If German articles (der, die, das, dem, den…) ever made you despair, or if the Dutch de/het split keeps tripping you up, here is some genuinely good news: the Afrikaans article system is about as small as an article system can get. There are exactly two articles — the definite die and the indefinite 'n — and neither one changes for gender, and neither one has a plural form. That is the entire system. This page gives you the map; the sibling pages fill in the detail.
The whole system on one line
Most European languages make you juggle a grid of article forms. Afrikaans gives you just two words, and they almost never change shape:
| Article | Form | Used for | English |
|---|---|---|---|
| Definite | die | any noun, singular or plural | the |
| Indefinite | 'n | singular countable nouns only | a / an |
That is it. No masculine/feminine/neuter, no de versus het, no separate "the" for plurals. Compare what other languages demand of you for the same handful of phrases, and the saving becomes obvious.
die man
the man
'n man
a man
The definite article: one die for everything
die is invariant. It is the same word in front of a masculine-meaning noun, a feminine-meaning noun, an inanimate noun, a singular noun, and a plural noun. Where German offers der, die, das and Dutch offers de and het, Afrikaans collapses all of it into a single die.
die man en die vrou
the man and the woman
die kind speel buite.
The child is playing outside.
Crucially, die does not have a plural form. The same die serves both numbers — only the noun itself changes:
die man → die mans
the man → the men
die kind → die kinders
the child → the children
For everything die can do — and the one place it overlaps confusingly with the stressed demonstrative dié — see the definite article.

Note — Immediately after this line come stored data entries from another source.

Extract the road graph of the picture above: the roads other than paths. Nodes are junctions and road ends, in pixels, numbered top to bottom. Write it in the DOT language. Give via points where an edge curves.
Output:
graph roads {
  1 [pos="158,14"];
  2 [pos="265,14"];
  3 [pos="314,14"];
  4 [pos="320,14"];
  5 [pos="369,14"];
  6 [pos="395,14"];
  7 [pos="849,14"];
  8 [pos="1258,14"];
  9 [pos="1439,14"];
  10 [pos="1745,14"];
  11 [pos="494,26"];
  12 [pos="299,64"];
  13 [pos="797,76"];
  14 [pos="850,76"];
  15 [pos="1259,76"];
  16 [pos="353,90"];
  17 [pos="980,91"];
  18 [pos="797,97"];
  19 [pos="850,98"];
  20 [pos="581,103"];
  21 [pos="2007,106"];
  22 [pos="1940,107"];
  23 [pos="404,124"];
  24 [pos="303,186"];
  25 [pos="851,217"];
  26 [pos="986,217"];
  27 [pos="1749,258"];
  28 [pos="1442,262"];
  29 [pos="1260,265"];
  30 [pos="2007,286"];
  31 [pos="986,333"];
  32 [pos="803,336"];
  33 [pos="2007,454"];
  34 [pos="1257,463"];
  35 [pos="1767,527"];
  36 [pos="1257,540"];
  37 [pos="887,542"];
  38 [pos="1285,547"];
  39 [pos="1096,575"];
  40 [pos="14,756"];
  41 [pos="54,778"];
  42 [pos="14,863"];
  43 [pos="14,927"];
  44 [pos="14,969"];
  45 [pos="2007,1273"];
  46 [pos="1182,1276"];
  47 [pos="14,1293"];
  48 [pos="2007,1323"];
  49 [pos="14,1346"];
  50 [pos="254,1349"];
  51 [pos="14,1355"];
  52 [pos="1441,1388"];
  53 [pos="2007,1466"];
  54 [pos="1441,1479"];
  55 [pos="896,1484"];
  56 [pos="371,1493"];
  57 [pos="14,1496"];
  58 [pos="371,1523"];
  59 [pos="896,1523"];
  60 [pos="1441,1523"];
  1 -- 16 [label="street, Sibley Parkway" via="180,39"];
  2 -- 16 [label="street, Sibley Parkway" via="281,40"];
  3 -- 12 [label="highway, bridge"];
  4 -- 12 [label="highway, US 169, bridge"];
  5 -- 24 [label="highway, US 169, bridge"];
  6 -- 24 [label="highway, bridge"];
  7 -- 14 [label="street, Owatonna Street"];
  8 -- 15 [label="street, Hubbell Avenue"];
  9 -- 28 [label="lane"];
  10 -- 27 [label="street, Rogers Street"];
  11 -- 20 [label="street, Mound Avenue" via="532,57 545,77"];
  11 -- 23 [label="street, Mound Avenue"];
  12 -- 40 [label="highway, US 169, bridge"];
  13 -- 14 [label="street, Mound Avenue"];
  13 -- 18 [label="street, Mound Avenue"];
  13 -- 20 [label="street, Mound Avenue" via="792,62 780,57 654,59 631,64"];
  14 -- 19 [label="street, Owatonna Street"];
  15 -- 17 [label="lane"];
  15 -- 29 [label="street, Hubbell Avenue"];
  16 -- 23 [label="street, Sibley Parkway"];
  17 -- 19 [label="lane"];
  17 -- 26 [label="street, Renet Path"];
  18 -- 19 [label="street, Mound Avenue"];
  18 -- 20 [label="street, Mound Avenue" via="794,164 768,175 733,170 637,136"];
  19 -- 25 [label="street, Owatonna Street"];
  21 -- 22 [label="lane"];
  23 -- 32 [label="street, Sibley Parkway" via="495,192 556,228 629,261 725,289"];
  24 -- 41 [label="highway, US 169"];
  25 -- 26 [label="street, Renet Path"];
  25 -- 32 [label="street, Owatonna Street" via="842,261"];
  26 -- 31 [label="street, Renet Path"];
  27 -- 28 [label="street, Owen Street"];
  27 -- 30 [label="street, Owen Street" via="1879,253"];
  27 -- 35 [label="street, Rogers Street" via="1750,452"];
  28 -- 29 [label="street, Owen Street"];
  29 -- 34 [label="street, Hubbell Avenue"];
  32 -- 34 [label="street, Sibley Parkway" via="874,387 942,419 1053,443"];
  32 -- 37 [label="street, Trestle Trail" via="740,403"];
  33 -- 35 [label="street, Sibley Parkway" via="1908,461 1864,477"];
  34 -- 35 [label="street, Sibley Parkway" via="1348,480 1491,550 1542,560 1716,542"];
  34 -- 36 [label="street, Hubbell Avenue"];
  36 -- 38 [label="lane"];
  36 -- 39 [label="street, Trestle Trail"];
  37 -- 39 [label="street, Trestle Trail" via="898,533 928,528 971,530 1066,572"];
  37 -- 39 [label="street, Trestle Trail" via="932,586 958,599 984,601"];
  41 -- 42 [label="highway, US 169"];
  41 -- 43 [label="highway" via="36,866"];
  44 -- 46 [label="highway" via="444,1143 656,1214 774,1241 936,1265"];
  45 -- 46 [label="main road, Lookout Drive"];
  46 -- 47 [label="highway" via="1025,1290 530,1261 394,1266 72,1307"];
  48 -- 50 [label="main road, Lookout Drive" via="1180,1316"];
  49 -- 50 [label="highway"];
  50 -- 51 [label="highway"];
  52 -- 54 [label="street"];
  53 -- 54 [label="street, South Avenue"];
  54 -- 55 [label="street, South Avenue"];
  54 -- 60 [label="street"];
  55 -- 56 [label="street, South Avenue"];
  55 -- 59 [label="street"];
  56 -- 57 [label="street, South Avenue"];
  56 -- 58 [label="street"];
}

The indefinite article: 'n, and only in the singular
'n is the equivalent of English a/an, and it is used only with singular countable nouns. This is where Afrikaans behaves much like English: you say a book, but you do not say a books. Where English would use a/an, Afrikaans uses 'n; where English drops the article (before plurals and mass nouns), Afrikaans drops it too.
'n boek
a book
Sy het 'n idee gehad.
She had an idea.
There is no agreement to worry about. English alternates a before consonants and an before vowels (a book, an apple); Afrikaans never makes this switch. It is always 'n, whatever sound follows:
'n appel
an apple
'n uur
an hour
The full behaviour of 'n — its pronunciation, the cases where it disappears — lives on the indefinite article.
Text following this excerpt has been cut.